Explore the relationships between each of the top predictors and the response. How could this information be helpful in improving yield in future runs of the manufacturing process?
Well, positive coefficients shows positive impact of the predictor and vice versa.
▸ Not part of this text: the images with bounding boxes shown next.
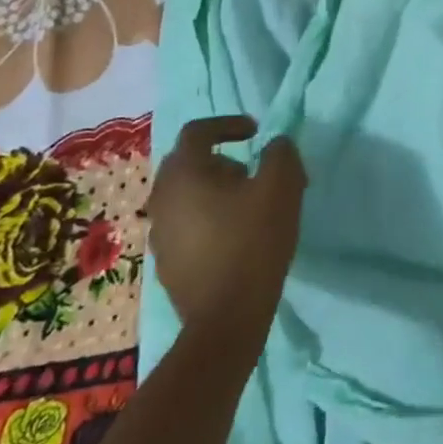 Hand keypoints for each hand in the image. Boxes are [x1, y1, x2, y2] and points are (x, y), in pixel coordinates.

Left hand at [146, 116, 305, 334]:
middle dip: (223, 160)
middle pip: (189, 163)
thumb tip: (274, 145)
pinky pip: (187, 224)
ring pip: (187, 195)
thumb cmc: (253, 243)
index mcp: (184, 174)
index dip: (228, 124)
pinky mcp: (167, 262)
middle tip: (254, 173)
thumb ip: (281, 154)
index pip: (197, 131)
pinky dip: (210, 218)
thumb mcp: (282, 188)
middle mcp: (162, 198)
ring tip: (251, 207)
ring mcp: (160, 233)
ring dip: (216, 190)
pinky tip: (237, 238)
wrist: (226, 319)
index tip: (255, 132) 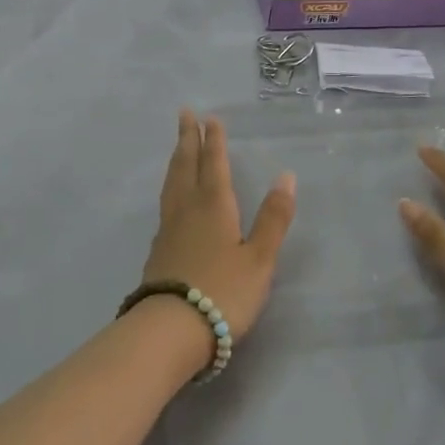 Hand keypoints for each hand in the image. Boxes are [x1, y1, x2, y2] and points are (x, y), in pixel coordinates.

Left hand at [142, 110, 296, 342]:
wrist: (170, 330)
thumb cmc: (223, 292)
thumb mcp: (259, 258)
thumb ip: (273, 218)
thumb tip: (286, 176)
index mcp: (214, 205)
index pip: (213, 163)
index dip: (213, 140)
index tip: (209, 117)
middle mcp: (187, 208)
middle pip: (186, 165)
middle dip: (188, 139)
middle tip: (184, 114)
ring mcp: (168, 228)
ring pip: (172, 182)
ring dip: (177, 159)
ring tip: (178, 147)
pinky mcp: (158, 249)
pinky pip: (166, 202)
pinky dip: (171, 186)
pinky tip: (173, 197) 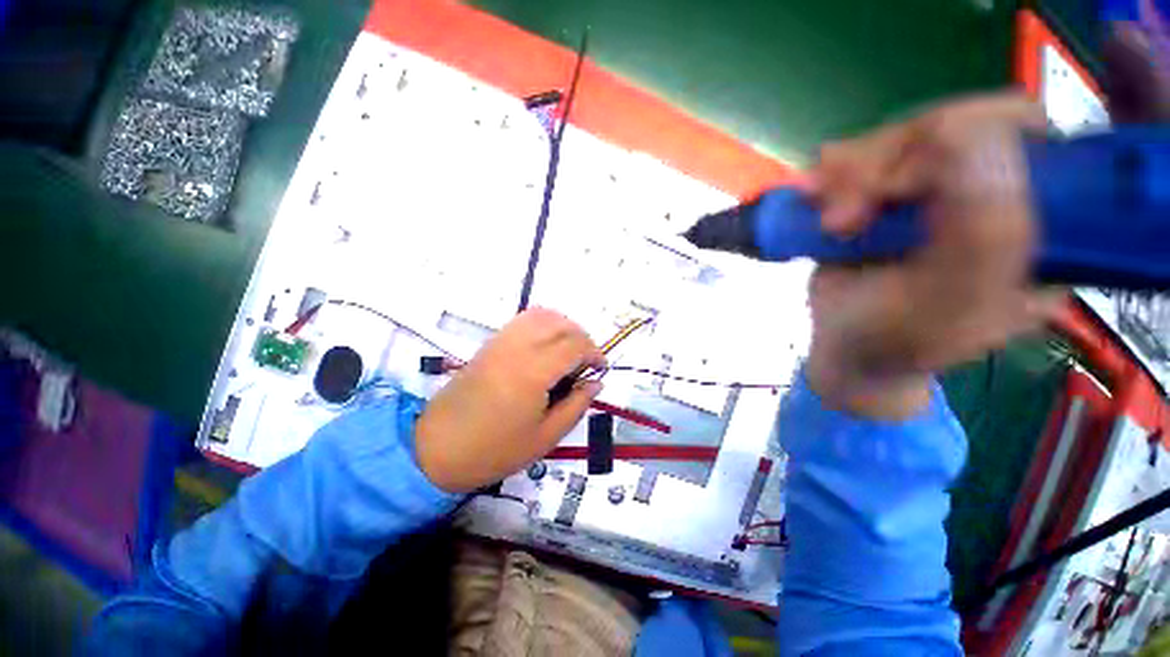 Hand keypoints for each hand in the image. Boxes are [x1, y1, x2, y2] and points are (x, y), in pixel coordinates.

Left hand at [416, 308, 604, 491]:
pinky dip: (543, 324)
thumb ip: (576, 405)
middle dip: (582, 338)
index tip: (600, 369)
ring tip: (568, 351)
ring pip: (542, 315)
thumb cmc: (494, 449)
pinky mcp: (491, 343)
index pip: (574, 345)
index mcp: (533, 372)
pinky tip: (546, 346)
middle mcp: (518, 347)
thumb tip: (595, 383)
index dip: (594, 353)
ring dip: (563, 327)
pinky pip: (523, 320)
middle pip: (561, 324)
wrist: (437, 448)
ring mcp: (501, 341)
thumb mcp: (545, 437)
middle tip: (586, 362)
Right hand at [805, 94, 1063, 418]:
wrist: (846, 352)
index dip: (961, 137)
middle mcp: (989, 192)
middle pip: (947, 125)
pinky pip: (859, 156)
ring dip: (849, 177)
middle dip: (885, 166)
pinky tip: (813, 197)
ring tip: (827, 225)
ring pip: (896, 138)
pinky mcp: (885, 195)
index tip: (901, 189)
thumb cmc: (896, 341)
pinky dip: (829, 175)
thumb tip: (976, 133)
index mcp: (1037, 219)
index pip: (1022, 129)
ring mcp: (932, 190)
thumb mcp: (948, 306)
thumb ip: (983, 233)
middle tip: (843, 220) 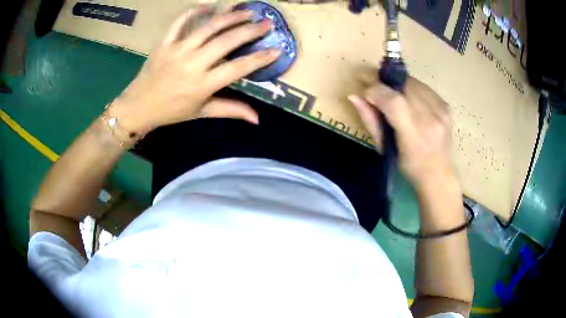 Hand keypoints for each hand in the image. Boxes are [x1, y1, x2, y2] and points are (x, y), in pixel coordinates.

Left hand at [109, 6, 281, 134]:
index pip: (238, 68)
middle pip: (226, 42)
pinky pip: (179, 22)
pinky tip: (208, 5)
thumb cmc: (172, 111)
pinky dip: (194, 11)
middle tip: (267, 23)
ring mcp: (177, 51)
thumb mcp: (202, 112)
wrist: (139, 107)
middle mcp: (192, 65)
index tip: (277, 50)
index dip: (260, 58)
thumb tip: (257, 118)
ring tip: (247, 12)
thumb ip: (230, 110)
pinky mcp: (165, 43)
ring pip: (208, 27)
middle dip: (250, 31)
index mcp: (203, 85)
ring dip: (230, 17)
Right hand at [349, 76, 454, 187]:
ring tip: (388, 90)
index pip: (393, 101)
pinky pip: (424, 87)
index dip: (375, 90)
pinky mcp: (447, 106)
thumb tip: (353, 96)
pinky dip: (411, 88)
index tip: (364, 89)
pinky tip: (406, 97)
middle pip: (403, 85)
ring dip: (397, 83)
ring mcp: (442, 110)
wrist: (439, 175)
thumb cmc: (409, 167)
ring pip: (414, 82)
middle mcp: (431, 117)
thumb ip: (370, 120)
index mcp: (414, 133)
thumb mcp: (385, 149)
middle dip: (384, 81)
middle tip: (371, 82) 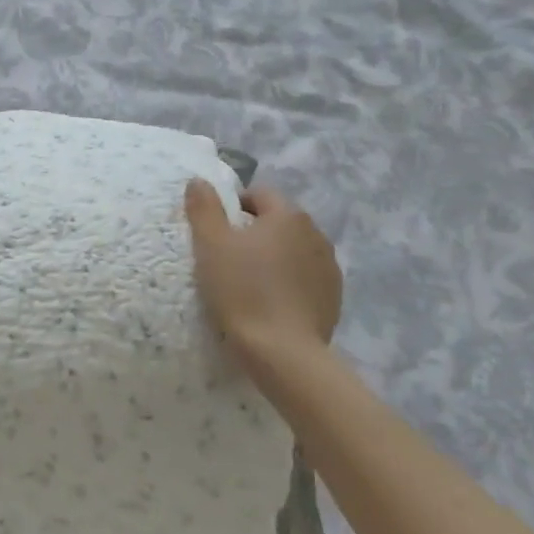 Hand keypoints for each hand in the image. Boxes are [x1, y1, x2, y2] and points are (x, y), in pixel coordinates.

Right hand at [184, 180, 341, 373]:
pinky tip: (270, 302)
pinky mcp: (333, 298)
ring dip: (274, 257)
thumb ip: (204, 207)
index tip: (215, 230)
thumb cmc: (242, 290)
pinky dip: (289, 282)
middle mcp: (316, 234)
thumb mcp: (210, 245)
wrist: (282, 353)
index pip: (260, 194)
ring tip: (249, 281)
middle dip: (255, 231)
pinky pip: (305, 278)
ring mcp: (329, 268)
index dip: (234, 206)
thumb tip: (199, 181)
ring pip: (293, 250)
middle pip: (279, 222)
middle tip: (227, 255)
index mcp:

Some of these predictors have positive impact while some have negative impact. Itself the value of coefficient indicates the strength of the relationship. As it increases, it will have stronger relationship on the target variable. According to the coefficients above, ManufacturingProcess32 has the highest positive relationship followed by ManufacturingProcess36 (negative impact), BiologicalMaterial02 and BiologicalMaterial06 as both do have positive impact. Overall at the bigger picture, ManufacturingProcess has negative relationship while BiologicalMaterial has positive relationship.